═════ Data records ═════

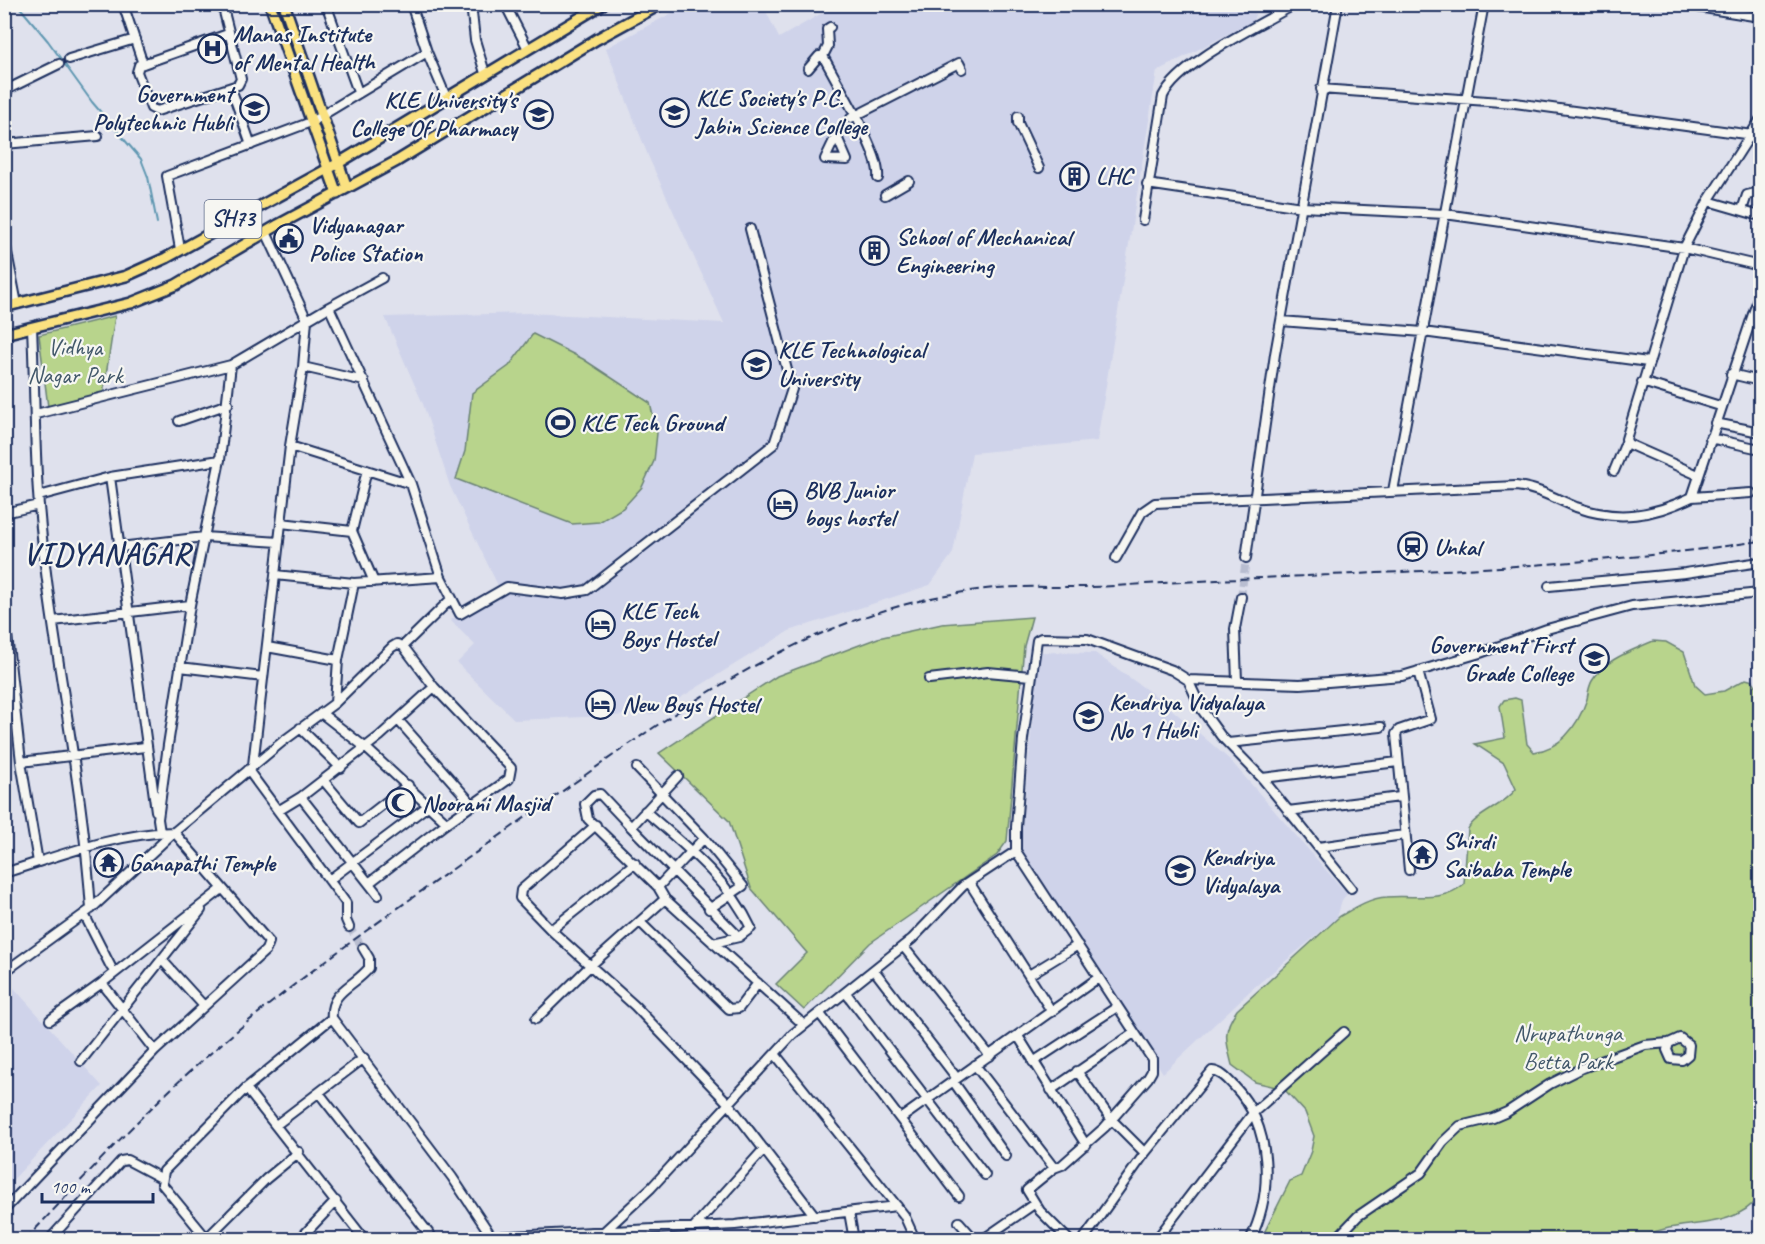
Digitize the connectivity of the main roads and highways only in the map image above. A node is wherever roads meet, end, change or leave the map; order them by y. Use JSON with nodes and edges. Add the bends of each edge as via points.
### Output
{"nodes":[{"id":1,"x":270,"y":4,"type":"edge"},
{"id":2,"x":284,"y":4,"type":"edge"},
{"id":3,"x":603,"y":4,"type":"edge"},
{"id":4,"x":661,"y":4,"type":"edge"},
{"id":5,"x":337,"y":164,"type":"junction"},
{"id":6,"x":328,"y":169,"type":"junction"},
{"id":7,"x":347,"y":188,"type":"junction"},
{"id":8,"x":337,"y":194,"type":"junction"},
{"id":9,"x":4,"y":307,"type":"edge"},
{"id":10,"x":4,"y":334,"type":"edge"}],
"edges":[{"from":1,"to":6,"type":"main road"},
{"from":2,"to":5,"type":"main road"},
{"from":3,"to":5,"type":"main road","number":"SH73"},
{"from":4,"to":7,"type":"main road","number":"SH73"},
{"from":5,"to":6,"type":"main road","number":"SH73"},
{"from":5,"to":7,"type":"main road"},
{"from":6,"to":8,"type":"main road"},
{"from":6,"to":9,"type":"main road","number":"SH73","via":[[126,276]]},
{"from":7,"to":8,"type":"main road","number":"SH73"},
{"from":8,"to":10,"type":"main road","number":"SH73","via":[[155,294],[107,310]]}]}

═════

With the pictures removed, please retype each record exactly.

• **Result for this exercise**
Digitize the connectivity of the main roads and highways only in the map image above. A node is wherever roads meet, end, change or leave the map; order them by y. Use JSON with nodes and edges. Add the bends of each edge as via points.
### Output
{"nodes":[{"id":1,"x":270,"y":4,"type":"edge"},
{"id":2,"x":284,"y":4,"type":"edge"},
{"id":3,"x":603,"y":4,"type":"edge"},
{"id":4,"x":661,"y":4,"type":"edge"},
{"id":5,"x":337,"y":164,"type":"junction"},
{"id":6,"x":328,"y":169,"type":"junction"},
{"id":7,"x":347,"y":188,"type":"junction"},
{"id":8,"x":337,"y":194,"type":"junction"},
{"id":9,"x":4,"y":307,"type":"edge"},
{"id":10,"x":4,"y":334,"type":"edge"}],
"edges":[{"from":1,"to":6,"type":"main road"},
{"from":2,"to":5,"type":"main road"},
{"from":3,"to":5,"type":"main road","number":"SH73"},
{"from":4,"to":7,"type":"main road","number":"SH73"},
{"from":5,"to":6,"type":"main road","number":"SH73"},
{"from":5,"to":7,"type":"main road"},
{"from":6,"to":8,"type":"main road"},
{"from":6,"to":9,"type":"main road","number":"SH73","via":[[126,276]]},
{"from":7,"to":8,"type":"main road","number":"SH73"},
{"from":8,"to":10,"type":"main road","number":"SH73","via":[[155,294],[107,310]]}]}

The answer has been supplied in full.